- Supplied material
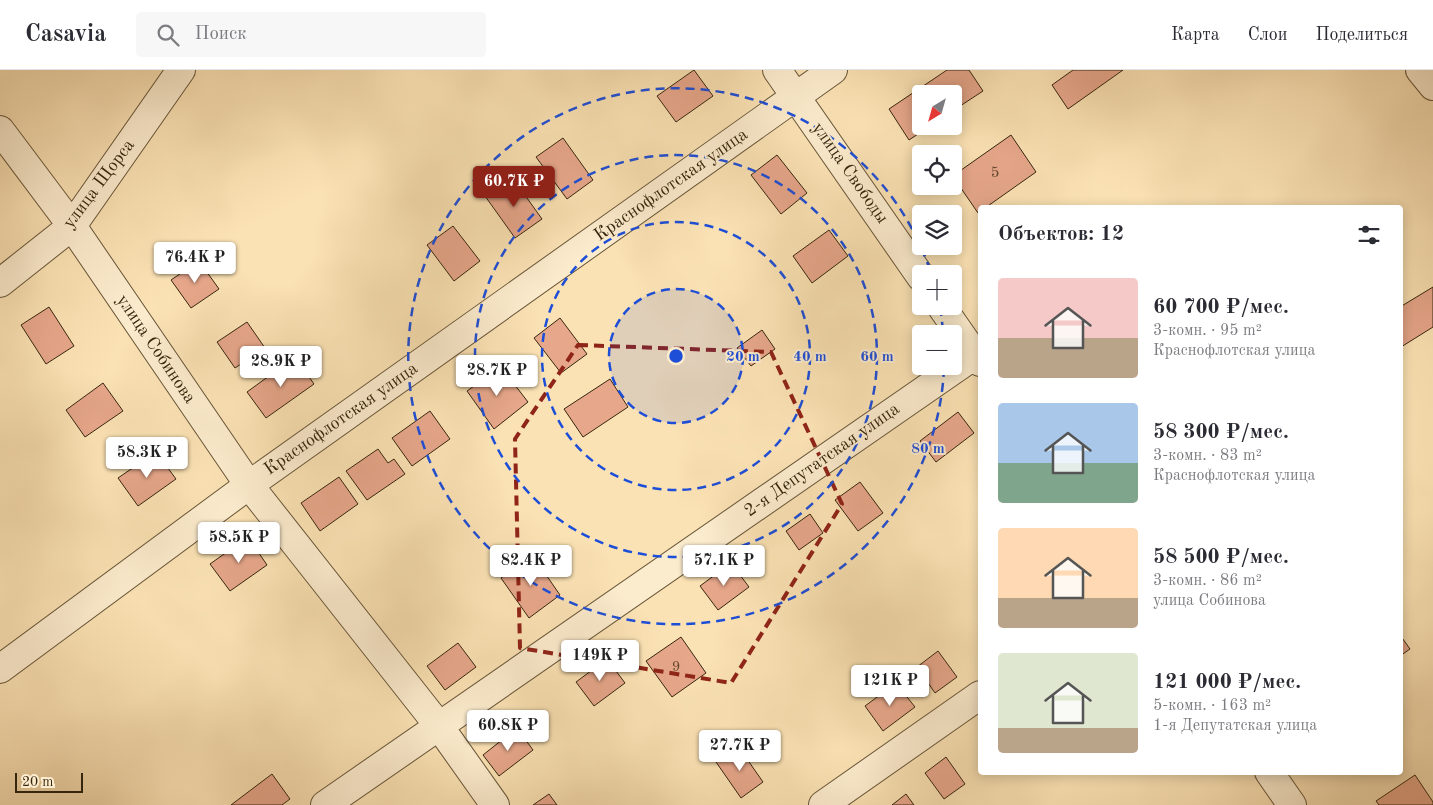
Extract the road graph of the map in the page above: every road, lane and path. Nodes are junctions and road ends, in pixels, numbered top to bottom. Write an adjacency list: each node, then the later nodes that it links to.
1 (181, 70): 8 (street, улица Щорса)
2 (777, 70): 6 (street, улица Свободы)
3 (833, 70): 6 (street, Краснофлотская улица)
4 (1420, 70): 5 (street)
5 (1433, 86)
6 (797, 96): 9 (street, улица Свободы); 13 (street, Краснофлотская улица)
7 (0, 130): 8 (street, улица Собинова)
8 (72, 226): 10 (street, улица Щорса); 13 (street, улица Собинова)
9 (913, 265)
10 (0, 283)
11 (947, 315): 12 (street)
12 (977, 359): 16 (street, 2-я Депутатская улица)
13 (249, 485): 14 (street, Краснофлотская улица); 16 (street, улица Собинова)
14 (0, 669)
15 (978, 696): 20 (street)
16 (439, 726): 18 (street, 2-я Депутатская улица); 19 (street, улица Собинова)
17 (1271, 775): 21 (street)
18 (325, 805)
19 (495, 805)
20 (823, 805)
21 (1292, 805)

- Goal of the exercise
Exactly as written, print each entry, leaving all pictures out.

- Task response
Extract the road graph of the map in the page above: every road, lane and path. Nodes are junctions and road ends, in pixels, numbered top to bottom. Write an adjacency list: each node, then the later nodes that it links to.
1 (181, 70): 8 (street, улица Щорса)
2 (777, 70): 6 (street, улица Свободы)
3 (833, 70): 6 (street, Краснофлотская улица)
4 (1420, 70): 5 (street)
5 (1433, 86)
6 (797, 96): 9 (street, улица Свободы); 13 (street, Краснофлотская улица)
7 (0, 130): 8 (street, улица Собинова)
8 (72, 226): 10 (street, улица Щорса); 13 (street, улица Собинова)
9 (913, 265)
10 (0, 283)
11 (947, 315): 12 (street)
12 (977, 359): 16 (street, 2-я Депутатская улица)
13 (249, 485): 14 (street, Краснофлотская улица); 16 (street, улица Собинова)
14 (0, 669)
15 (978, 696): 20 (street)
16 (439, 726): 18 (street, 2-я Депутатская улица); 19 (street, улица Собинова)
17 (1271, 775): 21 (street)
18 (325, 805)
19 (495, 805)
20 (823, 805)
21 (1292, 805)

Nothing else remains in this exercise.